§ Task to carry out: Could you copy every record below exactly as it is written?

§ Data extracts:
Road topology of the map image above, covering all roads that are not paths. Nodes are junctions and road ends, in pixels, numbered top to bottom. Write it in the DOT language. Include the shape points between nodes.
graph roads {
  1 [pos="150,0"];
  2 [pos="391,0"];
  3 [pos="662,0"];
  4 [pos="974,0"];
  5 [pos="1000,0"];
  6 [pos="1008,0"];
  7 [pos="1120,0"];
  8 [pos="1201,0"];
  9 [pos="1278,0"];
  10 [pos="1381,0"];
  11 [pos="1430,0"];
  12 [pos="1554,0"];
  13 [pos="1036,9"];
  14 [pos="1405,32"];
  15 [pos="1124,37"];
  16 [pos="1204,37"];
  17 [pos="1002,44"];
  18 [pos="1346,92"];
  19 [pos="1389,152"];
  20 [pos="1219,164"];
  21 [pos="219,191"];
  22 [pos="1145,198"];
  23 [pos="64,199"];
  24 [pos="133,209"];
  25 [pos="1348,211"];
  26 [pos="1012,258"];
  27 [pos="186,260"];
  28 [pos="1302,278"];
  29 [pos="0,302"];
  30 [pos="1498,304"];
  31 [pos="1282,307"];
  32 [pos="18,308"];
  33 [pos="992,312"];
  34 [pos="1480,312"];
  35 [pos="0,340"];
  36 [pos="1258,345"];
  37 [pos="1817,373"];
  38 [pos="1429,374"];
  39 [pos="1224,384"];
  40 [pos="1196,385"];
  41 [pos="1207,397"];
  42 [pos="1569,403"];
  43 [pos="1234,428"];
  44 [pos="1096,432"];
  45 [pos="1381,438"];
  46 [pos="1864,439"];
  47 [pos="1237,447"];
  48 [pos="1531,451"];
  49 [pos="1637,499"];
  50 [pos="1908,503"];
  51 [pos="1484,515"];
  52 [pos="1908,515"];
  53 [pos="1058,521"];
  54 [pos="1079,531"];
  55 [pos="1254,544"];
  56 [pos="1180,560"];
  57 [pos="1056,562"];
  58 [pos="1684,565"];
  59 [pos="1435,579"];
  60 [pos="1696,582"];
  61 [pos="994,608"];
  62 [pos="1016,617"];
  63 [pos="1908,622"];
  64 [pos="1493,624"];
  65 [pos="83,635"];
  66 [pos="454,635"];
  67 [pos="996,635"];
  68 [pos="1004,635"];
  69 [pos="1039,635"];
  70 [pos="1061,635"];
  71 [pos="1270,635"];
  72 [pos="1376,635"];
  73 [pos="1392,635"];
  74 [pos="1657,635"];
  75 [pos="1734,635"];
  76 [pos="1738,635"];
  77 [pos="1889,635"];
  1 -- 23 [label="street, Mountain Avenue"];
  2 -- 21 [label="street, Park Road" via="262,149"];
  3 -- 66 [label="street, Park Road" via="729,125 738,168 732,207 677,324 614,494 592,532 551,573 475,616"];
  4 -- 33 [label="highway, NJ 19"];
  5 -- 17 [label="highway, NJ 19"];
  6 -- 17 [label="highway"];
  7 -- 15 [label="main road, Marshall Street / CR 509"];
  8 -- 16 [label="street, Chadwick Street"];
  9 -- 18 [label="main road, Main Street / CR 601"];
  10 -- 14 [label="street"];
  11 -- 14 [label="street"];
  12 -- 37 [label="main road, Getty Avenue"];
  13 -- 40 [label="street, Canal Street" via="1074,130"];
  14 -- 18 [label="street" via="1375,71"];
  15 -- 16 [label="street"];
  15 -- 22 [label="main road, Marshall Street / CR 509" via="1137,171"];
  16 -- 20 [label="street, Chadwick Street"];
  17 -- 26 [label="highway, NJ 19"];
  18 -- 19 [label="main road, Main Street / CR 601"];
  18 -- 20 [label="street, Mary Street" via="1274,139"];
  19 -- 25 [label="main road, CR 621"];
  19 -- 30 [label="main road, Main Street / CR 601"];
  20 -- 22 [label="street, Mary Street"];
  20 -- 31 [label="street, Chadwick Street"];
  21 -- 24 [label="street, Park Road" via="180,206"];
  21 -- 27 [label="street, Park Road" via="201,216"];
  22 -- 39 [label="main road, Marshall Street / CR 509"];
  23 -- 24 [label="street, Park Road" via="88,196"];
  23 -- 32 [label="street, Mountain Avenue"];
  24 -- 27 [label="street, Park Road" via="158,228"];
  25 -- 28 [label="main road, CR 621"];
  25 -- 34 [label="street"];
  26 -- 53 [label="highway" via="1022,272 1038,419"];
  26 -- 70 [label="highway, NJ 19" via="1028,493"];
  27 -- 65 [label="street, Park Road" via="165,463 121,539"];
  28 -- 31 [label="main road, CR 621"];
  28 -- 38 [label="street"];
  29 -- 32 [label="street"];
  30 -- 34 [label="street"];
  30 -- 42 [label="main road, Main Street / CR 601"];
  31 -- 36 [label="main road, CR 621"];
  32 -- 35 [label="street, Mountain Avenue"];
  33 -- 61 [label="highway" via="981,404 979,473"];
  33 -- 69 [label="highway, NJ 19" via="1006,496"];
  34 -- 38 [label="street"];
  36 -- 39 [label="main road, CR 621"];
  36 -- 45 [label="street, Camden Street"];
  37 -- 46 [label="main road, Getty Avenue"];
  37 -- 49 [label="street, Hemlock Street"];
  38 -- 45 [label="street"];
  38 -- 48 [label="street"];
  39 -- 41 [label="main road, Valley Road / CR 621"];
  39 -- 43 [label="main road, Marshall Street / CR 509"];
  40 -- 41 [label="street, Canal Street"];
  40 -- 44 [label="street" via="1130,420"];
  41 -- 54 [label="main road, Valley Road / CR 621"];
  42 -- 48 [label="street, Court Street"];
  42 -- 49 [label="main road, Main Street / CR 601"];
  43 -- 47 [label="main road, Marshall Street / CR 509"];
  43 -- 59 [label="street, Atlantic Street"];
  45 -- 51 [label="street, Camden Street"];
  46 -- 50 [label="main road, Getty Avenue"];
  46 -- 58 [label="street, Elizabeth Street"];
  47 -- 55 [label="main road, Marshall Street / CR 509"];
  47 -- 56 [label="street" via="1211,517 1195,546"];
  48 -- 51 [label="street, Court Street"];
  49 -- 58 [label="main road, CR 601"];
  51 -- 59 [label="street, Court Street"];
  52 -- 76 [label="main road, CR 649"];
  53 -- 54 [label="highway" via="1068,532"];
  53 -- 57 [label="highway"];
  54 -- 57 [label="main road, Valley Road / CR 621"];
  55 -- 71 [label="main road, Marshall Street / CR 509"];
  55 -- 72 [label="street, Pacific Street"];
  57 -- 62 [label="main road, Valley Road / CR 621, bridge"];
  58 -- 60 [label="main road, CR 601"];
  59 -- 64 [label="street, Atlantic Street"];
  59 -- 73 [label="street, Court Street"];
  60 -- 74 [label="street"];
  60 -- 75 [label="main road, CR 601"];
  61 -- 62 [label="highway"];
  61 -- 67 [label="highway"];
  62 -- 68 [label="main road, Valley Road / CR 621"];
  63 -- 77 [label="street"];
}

§ Answer section:
Road topology of the map image above, covering all roads that are not paths. Nodes are junctions and road ends, in pixels, numbered top to bottom. Write it in the DOT language. Include the shape points between nodes.
graph roads {
  1 [pos="150,0"];
  2 [pos="391,0"];
  3 [pos="662,0"];
  4 [pos="974,0"];
  5 [pos="1000,0"];
  6 [pos="1008,0"];
  7 [pos="1120,0"];
  8 [pos="1201,0"];
  9 [pos="1278,0"];
  10 [pos="1381,0"];
  11 [pos="1430,0"];
  12 [pos="1554,0"];
  13 [pos="1036,9"];
  14 [pos="1405,32"];
  15 [pos="1124,37"];
  16 [pos="1204,37"];
  17 [pos="1002,44"];
  18 [pos="1346,92"];
  19 [pos="1389,152"];
  20 [pos="1219,164"];
  21 [pos="219,191"];
  22 [pos="1145,198"];
  23 [pos="64,199"];
  24 [pos="133,209"];
  25 [pos="1348,211"];
  26 [pos="1012,258"];
  27 [pos="186,260"];
  28 [pos="1302,278"];
  29 [pos="0,302"];
  30 [pos="1498,304"];
  31 [pos="1282,307"];
  32 [pos="18,308"];
  33 [pos="992,312"];
  34 [pos="1480,312"];
  35 [pos="0,340"];
  36 [pos="1258,345"];
  37 [pos="1817,373"];
  38 [pos="1429,374"];
  39 [pos="1224,384"];
  40 [pos="1196,385"];
  41 [pos="1207,397"];
  42 [pos="1569,403"];
  43 [pos="1234,428"];
  44 [pos="1096,432"];
  45 [pos="1381,438"];
  46 [pos="1864,439"];
  47 [pos="1237,447"];
  48 [pos="1531,451"];
  49 [pos="1637,499"];
  50 [pos="1908,503"];
  51 [pos="1484,515"];
  52 [pos="1908,515"];
  53 [pos="1058,521"];
  54 [pos="1079,531"];
  55 [pos="1254,544"];
  56 [pos="1180,560"];
  57 [pos="1056,562"];
  58 [pos="1684,565"];
  59 [pos="1435,579"];
  60 [pos="1696,582"];
  61 [pos="994,608"];
  62 [pos="1016,617"];
  63 [pos="1908,622"];
  64 [pos="1493,624"];
  65 [pos="83,635"];
  66 [pos="454,635"];
  67 [pos="996,635"];
  68 [pos="1004,635"];
  69 [pos="1039,635"];
  70 [pos="1061,635"];
  71 [pos="1270,635"];
  72 [pos="1376,635"];
  73 [pos="1392,635"];
  74 [pos="1657,635"];
  75 [pos="1734,635"];
  76 [pos="1738,635"];
  77 [pos="1889,635"];
  1 -- 23 [label="street, Mountain Avenue"];
  2 -- 21 [label="street, Park Road" via="262,149"];
  3 -- 66 [label="street, Park Road" via="729,125 738,168 732,207 677,324 614,494 592,532 551,573 475,616"];
  4 -- 33 [label="highway, NJ 19"];
  5 -- 17 [label="highway, NJ 19"];
  6 -- 17 [label="highway"];
  7 -- 15 [label="main road, Marshall Street / CR 509"];
  8 -- 16 [label="street, Chadwick Street"];
  9 -- 18 [label="main road, Main Street / CR 601"];
  10 -- 14 [label="street"];
  11 -- 14 [label="street"];
  12 -- 37 [label="main road, Getty Avenue"];
  13 -- 40 [label="street, Canal Street" via="1074,130"];
  14 -- 18 [label="street" via="1375,71"];
  15 -- 16 [label="street"];
  15 -- 22 [label="main road, Marshall Street / CR 509" via="1137,171"];
  16 -- 20 [label="street, Chadwick Street"];
  17 -- 26 [label="highway, NJ 19"];
  18 -- 19 [label="main road, Main Street / CR 601"];
  18 -- 20 [label="street, Mary Street" via="1274,139"];
  19 -- 25 [label="main road, CR 621"];
  19 -- 30 [label="main road, Main Street / CR 601"];
  20 -- 22 [label="street, Mary Street"];
  20 -- 31 [label="street, Chadwick Street"];
  21 -- 24 [label="street, Park Road" via="180,206"];
  21 -- 27 [label="street, Park Road" via="201,216"];
  22 -- 39 [label="main road, Marshall Street / CR 509"];
  23 -- 24 [label="street, Park Road" via="88,196"];
  23 -- 32 [label="street, Mountain Avenue"];
  24 -- 27 [label="street, Park Road" via="158,228"];
  25 -- 28 [label="main road, CR 621"];
  25 -- 34 [label="street"];
  26 -- 53 [label="highway" via="1022,272 1038,419"];
  26 -- 70 [label="highway, NJ 19" via="1028,493"];
  27 -- 65 [label="street, Park Road" via="165,463 121,539"];
  28 -- 31 [label="main road, CR 621"];
  28 -- 38 [label="street"];
  29 -- 32 [label="street"];
  30 -- 34 [label="street"];
  30 -- 42 [label="main road, Main Street / CR 601"];
  31 -- 36 [label="main road, CR 621"];
  32 -- 35 [label="street, Mountain Avenue"];
  33 -- 61 [label="highway" via="981,404 979,473"];
  33 -- 69 [label="highway, NJ 19" via="1006,496"];
  34 -- 38 [label="street"];
  36 -- 39 [label="main road, CR 621"];
  36 -- 45 [label="street, Camden Street"];
  37 -- 46 [label="main road, Getty Avenue"];
  37 -- 49 [label="street, Hemlock Street"];
  38 -- 45 [label="street"];
  38 -- 48 [label="street"];
  39 -- 41 [label="main road, Valley Road / CR 621"];
  39 -- 43 [label="main road, Marshall Street / CR 509"];
  40 -- 41 [label="street, Canal Street"];
  40 -- 44 [label="street" via="1130,420"];
  41 -- 54 [label="main road, Valley Road / CR 621"];
  42 -- 48 [label="street, Court Street"];
  42 -- 49 [label="main road, Main Street / CR 601"];
  43 -- 47 [label="main road, Marshall Street / CR 509"];
  43 -- 59 [label="street, Atlantic Street"];
  45 -- 51 [label="street, Camden Street"];
  46 -- 50 [label="main road, Getty Avenue"];
  46 -- 58 [label="street, Elizabeth Street"];
  47 -- 55 [label="main road, Marshall Street / CR 509"];
  47 -- 56 [label="street" via="1211,517 1195,546"];
  48 -- 51 [label="street, Court Street"];
  49 -- 58 [label="main road, CR 601"];
  51 -- 59 [label="street, Court Street"];
  52 -- 76 [label="main road, CR 649"];
  53 -- 54 [label="highway" via="1068,532"];
  53 -- 57 [label="highway"];
  54 -- 57 [label="main road, Valley Road / CR 621"];
  55 -- 71 [label="main road, Marshall Street / CR 509"];
  55 -- 72 [label="street, Pacific Street"];
  57 -- 62 [label="main road, Valley Road / CR 621, bridge"];
  58 -- 60 [label="main road, CR 601"];
  59 -- 64 [label="street, Atlantic Street"];
  59 -- 73 [label="street, Court Street"];
  60 -- 74 [label="street"];
  60 -- 75 [label="main road, CR 601"];
  61 -- 62 [label="highway"];
  61 -- 67 [label="highway"];
  62 -- 68 [label="main road, Valley Road / CR 621"];
  63 -- 77 [label="street"];
}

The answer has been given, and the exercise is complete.